# Lychee Pear recipe needed



## Apollo (28/2/17)

Hey there,

I am feeling a bit nostalgic from my "twisping days"

I am so lusss for a nice Litchi & Pear vape nowadays I can barely contain myself.

Any tips, tricks, snags, suggestions, recipes to share?

I would really appreciate it!

Reactions: Like 1


----------



## PuffPastry (28/2/17)

dude just buy the twisp flavor and vape it...Im currently vaping some of it and its just as good if not better...*

Reactions: Like 1


----------



## Apollo (28/2/17)

PuffPastry said:


> dude just buy the twisp flavor and vape it...Im currently vaping some of it and its just as good if not better...*



@PuffPastry Nah Bruh, you must be trippin'  No way in hell I'm paying R170+ for 20ml , besides, the nic content will be too strong for my setup and I still value my life LOL. Once you started with DIY, spending any money on manufactured juice just seems like blasphemy.

Reactions: Can relate 3


----------



## Rude Rudi (28/2/17)

It's a tricky one to nail... You can try this one from All Day Vapes - its a stunner!
@YeOldeOke will hook you up... If you have never ordered from them, familiarise yourself with his concept first here - basically the juice is made up for you and you let it steep at home.
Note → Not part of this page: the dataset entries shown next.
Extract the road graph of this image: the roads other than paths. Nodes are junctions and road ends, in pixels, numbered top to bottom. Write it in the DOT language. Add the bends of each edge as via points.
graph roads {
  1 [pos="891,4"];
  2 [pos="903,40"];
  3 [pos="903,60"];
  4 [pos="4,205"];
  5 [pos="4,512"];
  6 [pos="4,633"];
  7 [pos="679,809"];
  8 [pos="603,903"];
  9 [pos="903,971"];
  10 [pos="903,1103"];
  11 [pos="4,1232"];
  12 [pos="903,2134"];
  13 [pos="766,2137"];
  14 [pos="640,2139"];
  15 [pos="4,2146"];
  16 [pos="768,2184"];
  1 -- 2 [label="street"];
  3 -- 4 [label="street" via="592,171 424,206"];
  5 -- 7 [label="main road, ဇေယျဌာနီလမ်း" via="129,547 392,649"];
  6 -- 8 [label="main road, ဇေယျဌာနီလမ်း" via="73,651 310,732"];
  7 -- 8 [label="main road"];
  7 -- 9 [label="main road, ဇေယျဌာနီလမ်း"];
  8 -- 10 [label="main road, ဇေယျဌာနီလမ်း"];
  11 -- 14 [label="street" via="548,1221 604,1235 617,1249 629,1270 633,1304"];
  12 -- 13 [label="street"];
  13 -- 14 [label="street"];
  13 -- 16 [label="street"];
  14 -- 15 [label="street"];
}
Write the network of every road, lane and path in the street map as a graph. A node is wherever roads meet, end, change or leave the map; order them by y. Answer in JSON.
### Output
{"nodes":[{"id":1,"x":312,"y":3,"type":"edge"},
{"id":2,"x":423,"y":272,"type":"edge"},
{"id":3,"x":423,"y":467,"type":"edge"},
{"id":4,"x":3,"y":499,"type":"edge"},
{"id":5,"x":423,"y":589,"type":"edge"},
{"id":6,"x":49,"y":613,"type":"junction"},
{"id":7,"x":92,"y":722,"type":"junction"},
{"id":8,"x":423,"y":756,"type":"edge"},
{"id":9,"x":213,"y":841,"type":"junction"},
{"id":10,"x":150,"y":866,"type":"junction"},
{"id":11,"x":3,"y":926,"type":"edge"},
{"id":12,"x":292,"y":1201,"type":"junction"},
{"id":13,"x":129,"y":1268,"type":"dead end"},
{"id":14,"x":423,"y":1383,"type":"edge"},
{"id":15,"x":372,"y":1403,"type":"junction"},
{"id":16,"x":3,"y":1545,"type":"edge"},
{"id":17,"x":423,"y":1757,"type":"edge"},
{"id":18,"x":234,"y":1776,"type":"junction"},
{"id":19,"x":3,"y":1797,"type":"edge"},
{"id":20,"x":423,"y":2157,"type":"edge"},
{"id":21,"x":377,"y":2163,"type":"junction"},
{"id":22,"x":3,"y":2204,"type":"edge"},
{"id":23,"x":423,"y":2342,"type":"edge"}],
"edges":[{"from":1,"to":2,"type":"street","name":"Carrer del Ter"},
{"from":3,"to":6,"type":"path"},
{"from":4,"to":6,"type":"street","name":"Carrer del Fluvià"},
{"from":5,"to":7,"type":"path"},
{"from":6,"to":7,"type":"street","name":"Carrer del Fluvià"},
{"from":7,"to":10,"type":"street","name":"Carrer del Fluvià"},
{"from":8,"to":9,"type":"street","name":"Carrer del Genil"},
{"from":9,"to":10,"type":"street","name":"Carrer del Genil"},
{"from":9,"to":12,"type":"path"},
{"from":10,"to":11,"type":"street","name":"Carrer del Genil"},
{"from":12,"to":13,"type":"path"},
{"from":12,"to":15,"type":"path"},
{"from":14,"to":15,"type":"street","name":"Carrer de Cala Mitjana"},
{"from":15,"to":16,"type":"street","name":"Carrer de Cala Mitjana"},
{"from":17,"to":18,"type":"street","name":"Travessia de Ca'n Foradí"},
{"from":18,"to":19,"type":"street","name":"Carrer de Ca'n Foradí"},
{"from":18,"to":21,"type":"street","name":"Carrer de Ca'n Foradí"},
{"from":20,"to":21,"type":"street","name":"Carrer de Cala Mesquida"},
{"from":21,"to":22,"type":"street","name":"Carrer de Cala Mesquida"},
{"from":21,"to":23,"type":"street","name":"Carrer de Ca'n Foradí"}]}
Alternatively you can buy the concentrate and you then make it yourself at home by adding your own PG/VG and nic.

*Highly* recommended...

Reactions: Like 3 | Agree 1 | Thanks 1


----------



## Vino1718 (28/2/17)

Berne van Rooyen said:


> Hey there,
> 
> I am feeling a bit nostalgic from my "twisping days"
> 
> ...



I'm actually busy with a new Pear/Litchi recipe. Met @KZOR earlier and he tested some of my juices incl the pear/litchi one. Will do a few adjustments and post recipe once I'm satisfied. Kzor told me it has potential which means a lot to me and I will definitely play with it until its perfect.

Reactions: Like 4 | Informative 1


----------